La chronique de Jean-Louis Baroux



Jean-Louis Baroux, expert aérien, revient pour TourMaG.com sur la fin de la période probatoire consentie à Alitalia... Quelle sera l'issue ? La compagnie va-t-elle trouver une solution à sa recapitalisation ? Pour l'ancien président d'APG, les 15 prochains jours vont se révéler décisifs...


Rédigé par Jean-Louis Baroux le Jeudi 2 Mai 2019

Alitalia s’est enfoncée et personne ne peut prédire qu’elle ne va pas terminer son existence dans très peu de temps. - ©Alitalia
Alitalia s’est enfoncée et personne ne peut prédire qu’elle ne va pas terminer son existence dans très peu de temps. - ©Alitalia
Le lundi 29 avril 2019 marquait normalement la fin de la période probatoire consentie à Alitalia pour retrouver une recapitalisation.

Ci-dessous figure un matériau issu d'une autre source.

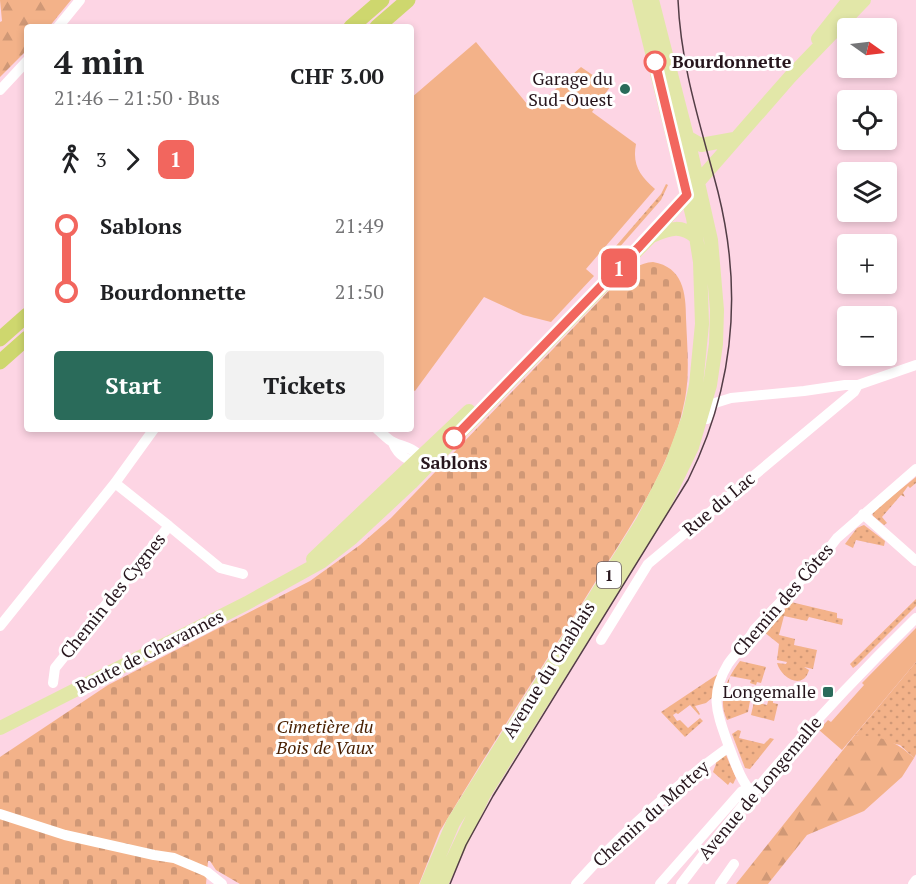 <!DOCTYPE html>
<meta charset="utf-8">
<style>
:root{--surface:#fff;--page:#f2f2f2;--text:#202124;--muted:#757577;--accent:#2a6b5a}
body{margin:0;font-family:"PT Serif",serif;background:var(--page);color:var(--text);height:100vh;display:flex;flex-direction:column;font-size:22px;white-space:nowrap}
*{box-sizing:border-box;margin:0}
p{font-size:20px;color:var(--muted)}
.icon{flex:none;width:33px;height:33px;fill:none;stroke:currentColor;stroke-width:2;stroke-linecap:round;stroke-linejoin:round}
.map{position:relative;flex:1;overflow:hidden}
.side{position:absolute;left:24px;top:24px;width:390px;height:408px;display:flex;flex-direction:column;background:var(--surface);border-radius:6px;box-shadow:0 3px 9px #0003}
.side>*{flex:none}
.badge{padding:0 12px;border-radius:9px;font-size:21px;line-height:39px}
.needle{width:39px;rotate:104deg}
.buttons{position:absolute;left:837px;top:18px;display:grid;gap:12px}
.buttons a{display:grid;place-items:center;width:60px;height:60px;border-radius:6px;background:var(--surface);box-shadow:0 3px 9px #0003;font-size:30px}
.map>.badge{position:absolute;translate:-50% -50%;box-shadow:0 0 0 3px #fff}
.legs{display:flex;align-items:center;gap:9px;height:66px;padding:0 30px;font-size:20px}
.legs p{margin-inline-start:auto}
.summary{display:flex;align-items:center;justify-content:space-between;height:102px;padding:0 30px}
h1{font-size:33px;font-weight:700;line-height:45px}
.primary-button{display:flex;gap:12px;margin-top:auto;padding:12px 30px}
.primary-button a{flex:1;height:69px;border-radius:6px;background:var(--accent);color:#fff;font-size:24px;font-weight:700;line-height:69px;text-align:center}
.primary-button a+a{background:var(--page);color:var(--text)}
ul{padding:0 30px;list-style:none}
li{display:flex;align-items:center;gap:21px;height:66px;font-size:22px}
li i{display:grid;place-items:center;width:9px;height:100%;margin:0 8px;background:currentColor}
li i::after{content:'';width:15px;height:15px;margin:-8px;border:4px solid;border-radius:50%;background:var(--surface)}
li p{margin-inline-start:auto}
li:first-child i{background:linear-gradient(#0000 50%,currentColor 0)}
li:last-child i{background:linear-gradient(currentColor 50%,#0000 0)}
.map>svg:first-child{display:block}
</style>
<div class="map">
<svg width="916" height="884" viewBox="0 0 916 884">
<defs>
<pattern id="grass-dots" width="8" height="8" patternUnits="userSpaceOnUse" patternTransform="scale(1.5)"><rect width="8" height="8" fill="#f3b289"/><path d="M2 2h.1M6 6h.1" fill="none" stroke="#d09876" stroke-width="1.8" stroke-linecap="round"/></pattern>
<pattern id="forest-firs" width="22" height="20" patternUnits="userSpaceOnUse" patternTransform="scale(1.5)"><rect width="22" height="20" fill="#f3b289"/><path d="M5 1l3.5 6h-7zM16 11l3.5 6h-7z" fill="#d09876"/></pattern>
<pattern id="cemetery-stones" width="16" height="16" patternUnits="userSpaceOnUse" patternTransform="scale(1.5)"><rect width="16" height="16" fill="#f3b289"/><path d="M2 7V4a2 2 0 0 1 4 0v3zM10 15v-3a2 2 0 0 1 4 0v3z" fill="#d09876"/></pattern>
</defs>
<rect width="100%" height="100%" fill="#fdd5e4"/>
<path fill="url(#grass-dots)" d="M666 184 668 185 661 200 603 266V261L661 194Z
M916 477V483L910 488 908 486 903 493 905 497 901 495 882 517 887 523 884 525 873 516 872 512Z
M864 525 885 541 884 546 856 540 853 548 845 544 857 528Z
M916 599V606L857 665 853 668 850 664Z
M791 602 837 613V618L843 619 842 625 809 617 807 621 784 616 779 635 795 639 794 645 817 650 813 669 804 667 809 670C803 691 781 678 777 663L786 664 787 662 777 660 779 644 764 632Z
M740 661 766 667 761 683 757 682 756 685 750 683 751 680 730 676 726 695 750 701 748 712 727 720C717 699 727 678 740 661Z
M916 662V754L914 758 900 745 855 735Z
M718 674 713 697 706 703 695 706 700 714 699 715 690 705 678 714 676 713 673 715 677 721 680 720 688 728 700 718 703 721 685 737 661 712Z
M769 698 773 699V703L778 704 774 721 751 715 754 702 767 705Z
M738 730 741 731 739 738 764 744 770 738 774 739 750 769 745 768 732 734Z
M726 755 736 778 733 784 730 782 728 785 713 772 716 764 715 760Z"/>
<path fill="url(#forest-firs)" d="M0 0H71L49 27H27V50L0 77V22L2 21Z
M855 735C881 737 894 739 914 758L902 777 864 811 807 835 768 884H736Z"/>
<path fill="url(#cemetery-stones)" d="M653 262C683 267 686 293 686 318 687 344 690 373 685 399 672 470 623 537 586 597 537 675 487 752 440 831L419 884H240L216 870 210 861H208L206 884H0V757L108 685 310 581 360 545 391 518 621 278C631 269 640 263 653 262Z"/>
<path fill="#f3b289" d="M476 42 532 110 581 67 610 87 592 112 636 144C632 165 640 176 655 189L586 269 594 276 551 322 523 315 484 297 415 391 411 389V98Z
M916 628V662L842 750 819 730 828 720 831 722 864 685 862 683Z"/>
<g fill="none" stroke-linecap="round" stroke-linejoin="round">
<path stroke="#fff" stroke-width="10" d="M58 27 80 0
M0 90 27 61
M707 419 711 407 715 403 731 398 804 391 845 385H858L916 365
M377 429C382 433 388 440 393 442 403 447 412 447 420 456L419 464
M393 443C398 455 408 463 422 460
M115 483 169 526
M863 514 916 561
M0 626 115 483 154 429
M601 640 648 564 854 392 858 385
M53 683 55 668 169 526 220 568 243 574
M753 794C740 780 735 762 728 744 717 713 709 695 728 664 736 652 747 643 754 630L820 560 837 538 916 469
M0 814 65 835 154 855 174 858 207 872 222 884
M576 884C622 833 673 787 729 747
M660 884 741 792 747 788
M681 884C752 789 831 701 916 618
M720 884 734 864
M913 884 916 880"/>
<path stroke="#e2e7a8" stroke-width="14" d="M818 39 849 0
M687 137 701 145 734 139
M654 235C671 228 681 225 696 237
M313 559 469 411
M0 728 247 603 321 562 352 538 411 483 650 237 790 77 864 0
M427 884 453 823 643 521 671 466 689 417 696 385 702 324 700 262 693 218 639 0
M441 884 484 794 660 513 692 447 710 385 716 344 717 310 711 240 691 152 652 0"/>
<path stroke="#ced76e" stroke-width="15" d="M351 27 382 0
M377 27 408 0
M0 339 27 315
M0 362 27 338"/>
<path stroke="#533d46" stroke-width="1.5" d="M450 884 466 845 493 796 688 480C734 388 743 292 718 192 701 126 681 69 678 0"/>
</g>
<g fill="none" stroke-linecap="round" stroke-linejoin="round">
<g stroke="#fff" stroke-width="14">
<path id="line-1" d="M454 438 640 246 687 195 655 62"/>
</g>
<use href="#line-1" stroke="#f2665e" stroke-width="9"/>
</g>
<g fill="#fff" stroke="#f2665e" stroke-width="3">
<circle cx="655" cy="62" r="10"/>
<circle cx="454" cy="438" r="10"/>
</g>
<g fill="#2a6b5a" stroke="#fff" stroke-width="2">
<circle cx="625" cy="89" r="6"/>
<rect x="822" y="686" width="12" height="12" rx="3"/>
</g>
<g text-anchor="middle" stroke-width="6" stroke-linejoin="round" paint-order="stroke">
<rect fill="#fff" stroke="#685c61" stroke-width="1.5" x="597" y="562" width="24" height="26" rx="4.5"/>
<g font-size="16" font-weight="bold" fill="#27161d">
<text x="609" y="581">1</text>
</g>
<g font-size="18" font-weight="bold" fill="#27161d" stroke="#fff" text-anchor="start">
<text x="672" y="68">Bourdonnette</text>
<text x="454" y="469" text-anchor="middle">Sablons</text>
</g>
<g font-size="18" fill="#27161d" stroke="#fff" text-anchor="end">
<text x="613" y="85">Garage du<tspan x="613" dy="21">Sud-Ouest</tspan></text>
<text x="816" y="698">Longemalle</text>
</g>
<g font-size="18" fill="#27161d" stroke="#fff">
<text transform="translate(719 504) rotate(-40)" y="6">Rue du Lac</text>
<text transform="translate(113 596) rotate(-51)" y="6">Chemin des Cygnes</text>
<text transform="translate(783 600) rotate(-49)" y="6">Chemin des Côtes</text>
<text transform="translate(150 652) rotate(-27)" y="6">Route de Chavannes</text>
<text transform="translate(549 670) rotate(-58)" y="6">Avenue du Chablais</text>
<text transform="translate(760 788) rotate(-50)" y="6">Avenue de Longemalle</text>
<text transform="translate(651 814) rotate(-42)" y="6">Chemin du Mottey</text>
</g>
<g font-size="18" font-style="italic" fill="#481f00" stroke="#fff">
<text x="325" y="733">Cimetière du<tspan x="325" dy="21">Bois de Vaux</tspan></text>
</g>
</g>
</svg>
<div class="buttons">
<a><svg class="needle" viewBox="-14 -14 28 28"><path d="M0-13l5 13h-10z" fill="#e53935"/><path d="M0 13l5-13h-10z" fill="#757577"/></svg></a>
<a><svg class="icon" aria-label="locate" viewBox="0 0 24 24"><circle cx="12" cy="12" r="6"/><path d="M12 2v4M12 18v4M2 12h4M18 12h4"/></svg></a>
<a><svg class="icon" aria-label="layers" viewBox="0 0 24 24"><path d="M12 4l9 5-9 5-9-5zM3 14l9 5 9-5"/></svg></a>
<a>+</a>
<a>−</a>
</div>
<b class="badge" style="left:619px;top:268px;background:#f2665e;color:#fff">1</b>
<section class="side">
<div class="summary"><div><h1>4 min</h1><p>21:46 – 21:50 · Bus</p></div><b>CHF 3.00</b></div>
<div class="legs"><svg class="icon" aria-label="walk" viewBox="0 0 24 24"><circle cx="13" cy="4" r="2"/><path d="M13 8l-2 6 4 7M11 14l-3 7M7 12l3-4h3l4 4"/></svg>3<svg class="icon" aria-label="forward" viewBox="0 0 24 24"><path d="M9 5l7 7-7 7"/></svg><b class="badge" style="background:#f2665e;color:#fff">1</b></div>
<ul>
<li><i style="color:#f2665e"></i><b>Sablons</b><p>21:49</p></li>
<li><i style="color:#f2665e"></i><b>Bourdonnette</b><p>21:50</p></li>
</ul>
<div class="primary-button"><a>Start</a><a>Tickets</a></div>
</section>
</div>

Comme d’habitude, oserais-je dire, la date n’a pas pu être tenue et la société autour de laquelle le nouveau capital devait s’organiser, la « Ferroviere dello Stato », en clair la société nationale des chemins de fer italiens, a été conduite à demander un nouveau délai pour soumettre son plan de sauvetage.

Mais celui-ci ne peut, normalement, excéder 15 jours. Est-ce suffisant pour trouver une solution pérenne ?

Petit à petit, plus personne n’y croit et bien malin celui qui pourra boucler le tour de table sans faire les habituels tours de « passe-passe ».

Après avoir fait le tour des transporteurs de référence européens, Air France/KLM, Aeroflot, voire Lufthansa et même easyJet, les yeux se tournent maintenant vers les Américains de Delta Air Lines, voire les Chinois de China Eastern. Y a-t-il une chance pour que cela réussisse ?

En fait, tous les grands transporteurs s’intéressent au marché italien, mais aucun de veut de la compagnie. Et cela ne fait pas les affaires des quelque 12 000 salariés encore employés par le transporteur national.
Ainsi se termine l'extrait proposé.